Affordability of EVs is a strong deterrent to sales in Europe

02 July 2018

2 July 2018

A new study by the European Automobile Manufacturers Association (ACEA) shows that affordability of electric vehicles (EVs) remains a strong deterrent for customers across the EU.

As members of European Parliament committees get ready to vote on the European Commission’s proposal for post-2020 car CO2 targets in less than two weeks, ACEA cautions that the targets must be realistic, taking into account what people can actually afford to buy.

′The European Parliament mustn’t lose sight of the fact that the market is essentially driven by customers,’ explained ACEA Secretary General, Erik Jonnaert. ′A natural shift to electric vehicles will simply not happen without addressing consumer affordability.’

The Commission has proposed a ′benchmark’ for the sales of full battery-electric cars at the level of 15% by 2025 and 30% by 2030. To put this in context, battery-electric cars accounted for just 0.7% of total EU car sales in 2017. ′We are worried that some policymakers have completely unrealistic expectations regarding the pace of market development,’ said Jonnaert.

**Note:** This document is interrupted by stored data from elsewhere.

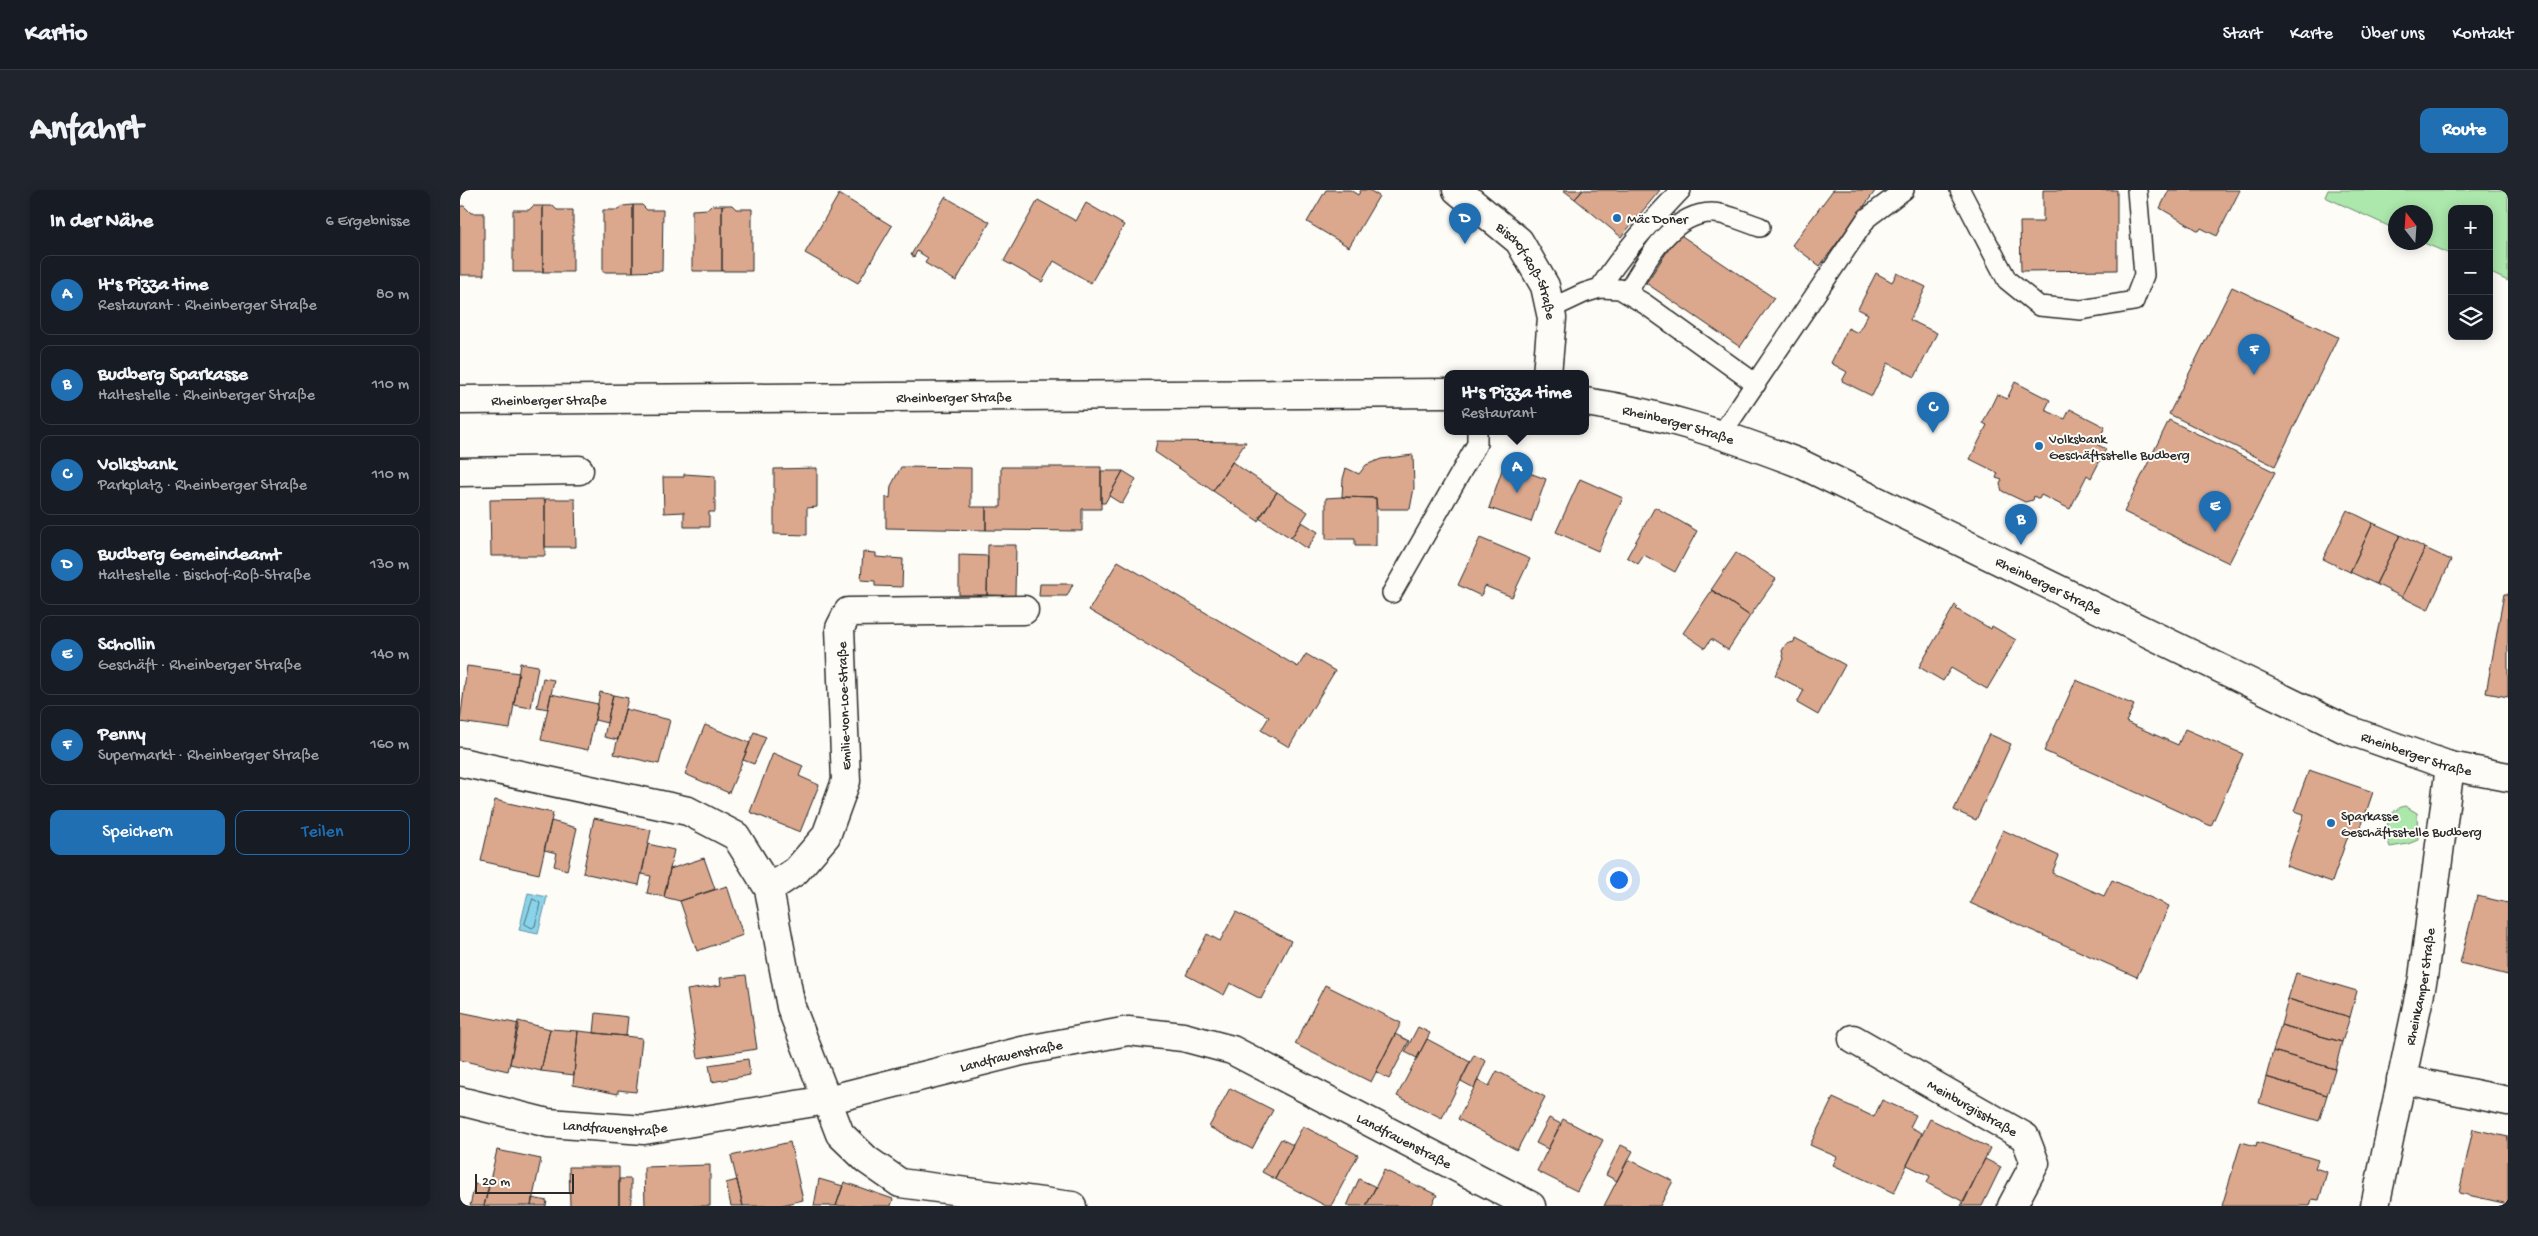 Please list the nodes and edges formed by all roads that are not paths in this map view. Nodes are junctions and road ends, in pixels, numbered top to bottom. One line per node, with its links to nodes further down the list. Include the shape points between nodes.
1 (1457, 190): 9 (street, Bischof-Roß-Straße, via 1519,241 1545,286)
2 (1681, 190): 7 (lane, via 1640,234)
3 (1904, 190): 11 (lane, via 1867,218)
4 (1960, 190): 5 (lane, via 2007,280 2039,306 2081,310 2134,301 2144,274)
5 (2137, 190)
6 (1760, 226): 8 (lane, via 1712,212 1687,219 1670,231 1654,250)
7 (1600, 288): 8 (lane, via 1620,289); 9 (lane)
8 (1627, 293): 11 (lane)
9 (1550, 309): 10 (street, Bischof-Roß-Straße)
10 (1547, 370)
11 (1756, 384): 15 (lane)
12 (1444, 393): 13 (street, Rheinberger Straße)
13 (460, 400)
14 (1589, 403): 15 (street, Rheinberger Straße, via 1659,415)
15 (1722, 433): 22 (street, Rheinberger Straße, via 1799,463 2345,729)
16 (1477, 435): 19 (lane, via 1477,444)
17 (579, 470): 18 (street)
18 (460, 472)
19 (1392, 593)
20 (1024, 610): 24 (street, Emilie-von-Loe-Straße, via 848,612 840,628 846,781 826,836 796,871)
21 (460, 762): 24 (street, via 688,811 736,836)
22 (2450, 766): 23 (street, Rheinberger Straße); 26 (street, Rheinkamper Straße, via 2423,978)
23 (2508, 777)
24 (769, 889): 27 (street, via 791,1007)
25 (1853, 1039): 32 (street, Meinburgisstraße, via 2025,1137 2035,1163)
26 (2401, 1079): 29 (street); 33 (street, Rheinkamper Straße)
27 (827, 1100): 28 (street, Landfrauenstraße, via 644,1130 548,1123); 30 (street, via 840,1134 866,1160 900,1183); 31 (street, Landfrauenstraße, via 1022,1051 1128,1031 1183,1037 1241,1054)
28 (460, 1101)
29 (2508, 1101)
30 (1072, 1206)
31 (1532, 1206)
32 (2012, 1206)
33 (2375, 1206) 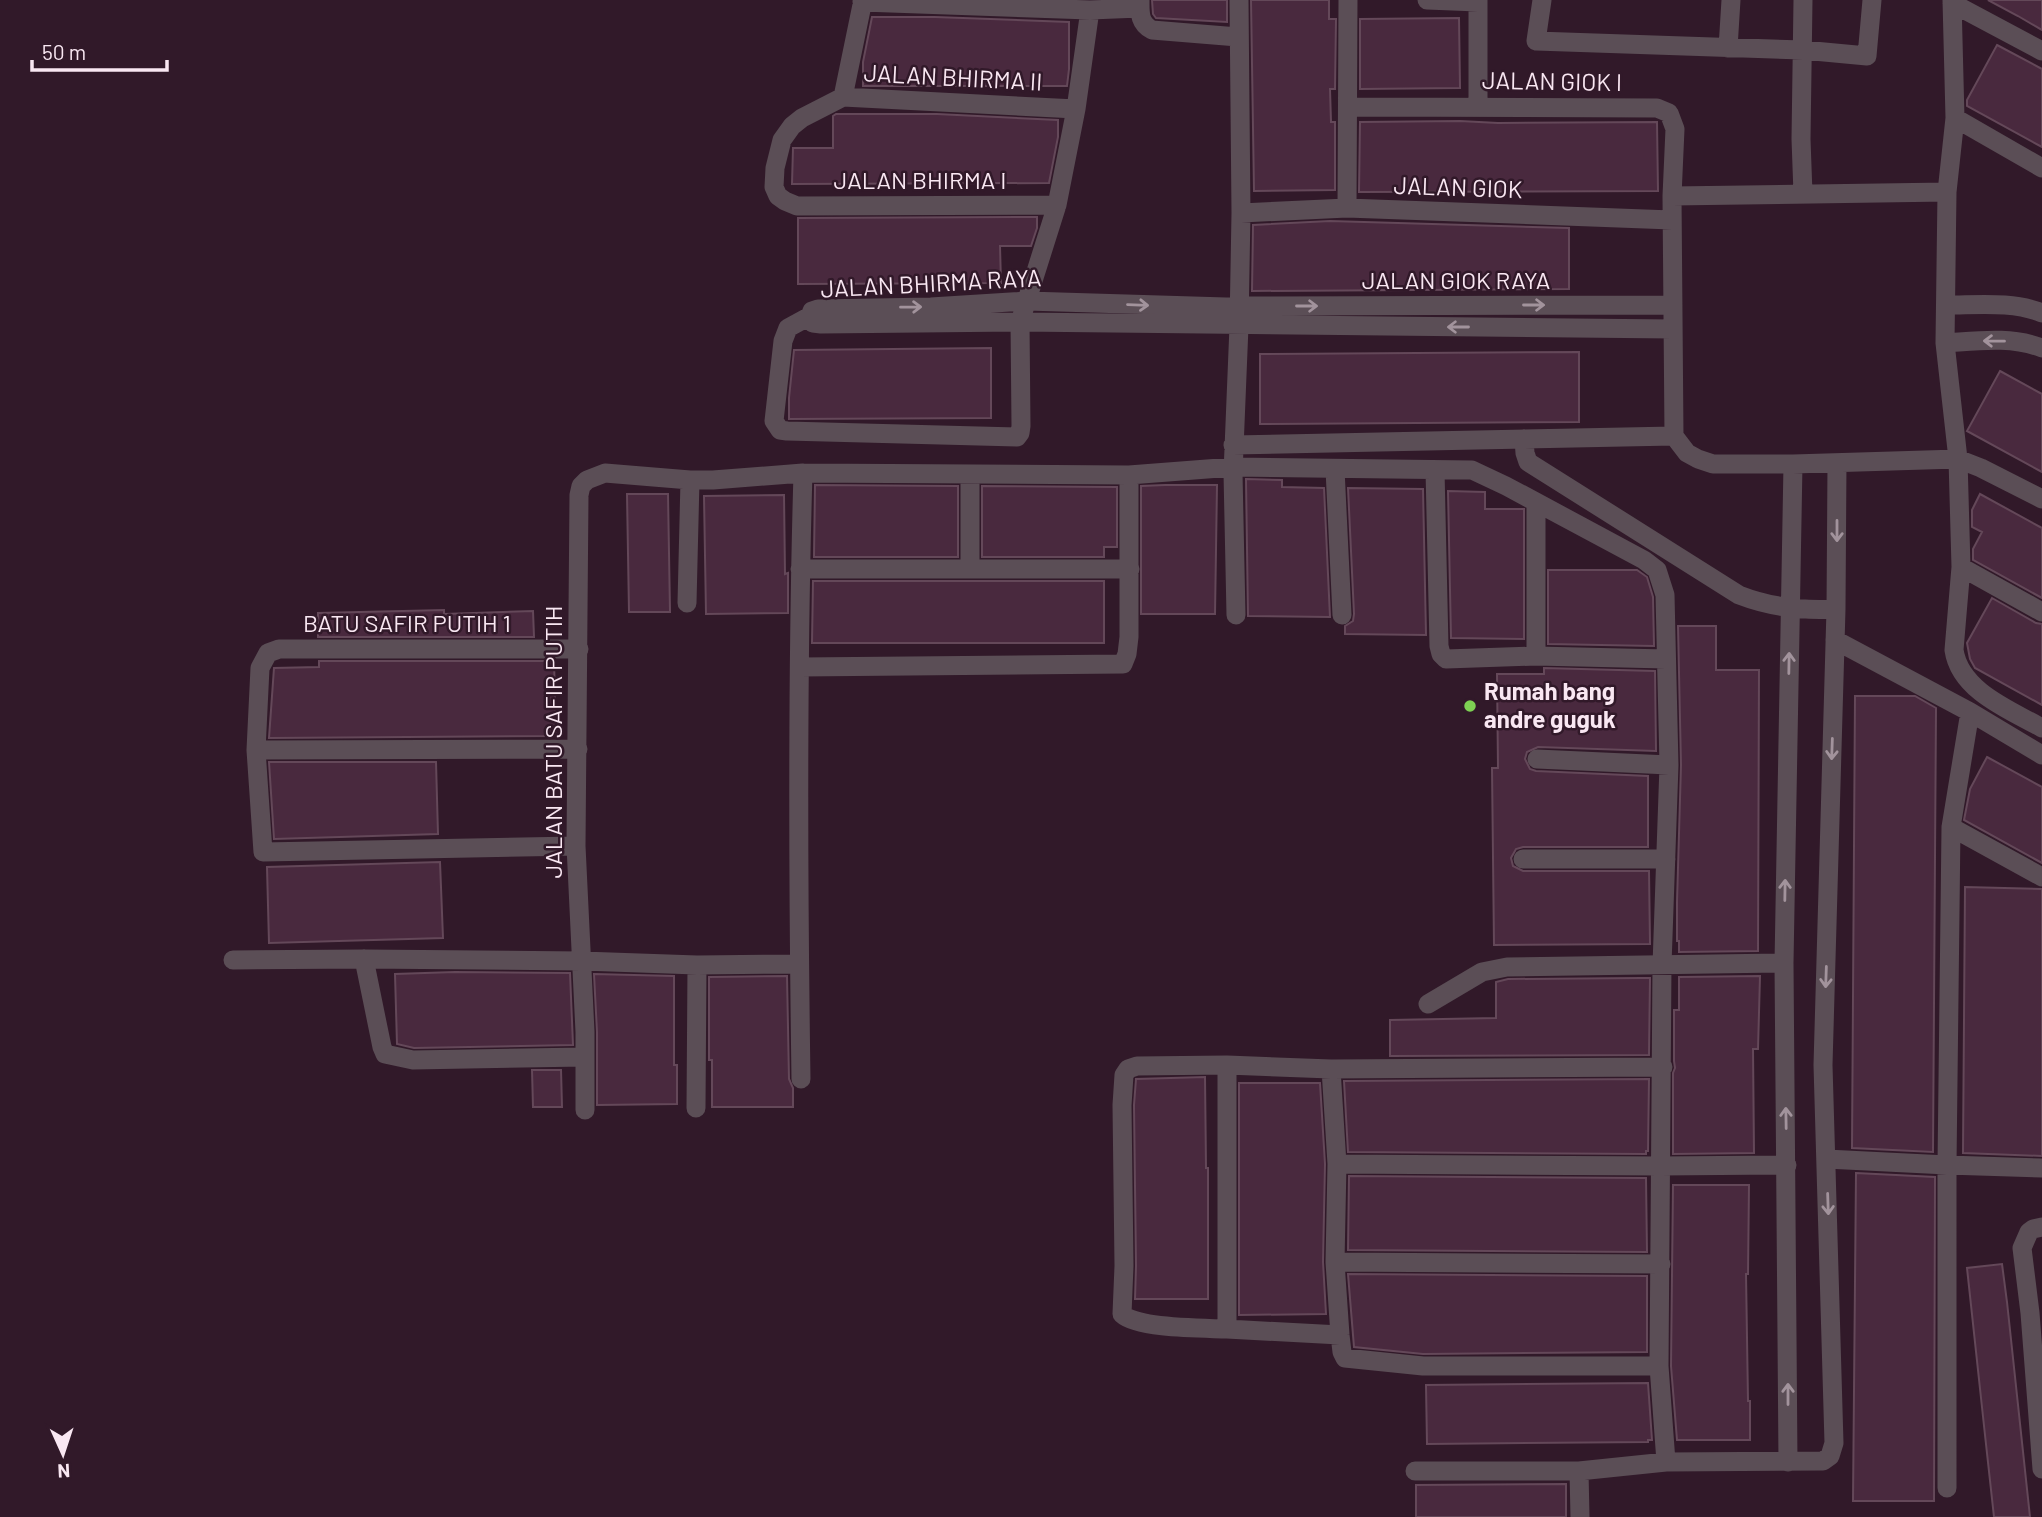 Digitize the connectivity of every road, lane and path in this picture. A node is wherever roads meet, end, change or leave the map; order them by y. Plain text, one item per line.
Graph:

′Already with the Commission’s current proposal for a benchmark, we would need to jump from less than 1% of battery electric car sales today to 30% in the space of less than 12 years. And the Parliament is proposing even more aggressive targets, going as far as 50%.’

ACEA’s position on the affordability of EVs is just one worry about the European Parliament’s future CO2 strategy, with limited infrastructure availability and socio-economic impacts also factors which the organisation is calling for awareness in.

The new ACEA data not only shows a clear split in electric car sales between Central-Eastern and Western Europe but also a pronounced North-South divide For example, Greece (0.2%), Italy (0.2%) and Spain (0.6%) have much lower EV market shares than other countries. By contrast, an EV market share of above 1.8% only occurs in countries with a GDP of more than €35,000.

Jonnaert concludes: ′MEPs should not forget the impact on people: a forced push for electrification could lead to social exclusion in many EU countries, reducing the mobility of people who need it the most.’

In order to compensate for this highly fragmented market, over 50% of all new cars sold in Western Europe would have to be battery electric to reach an EU-wide average benchmark of 30% by 2030, as proposed by the Commission.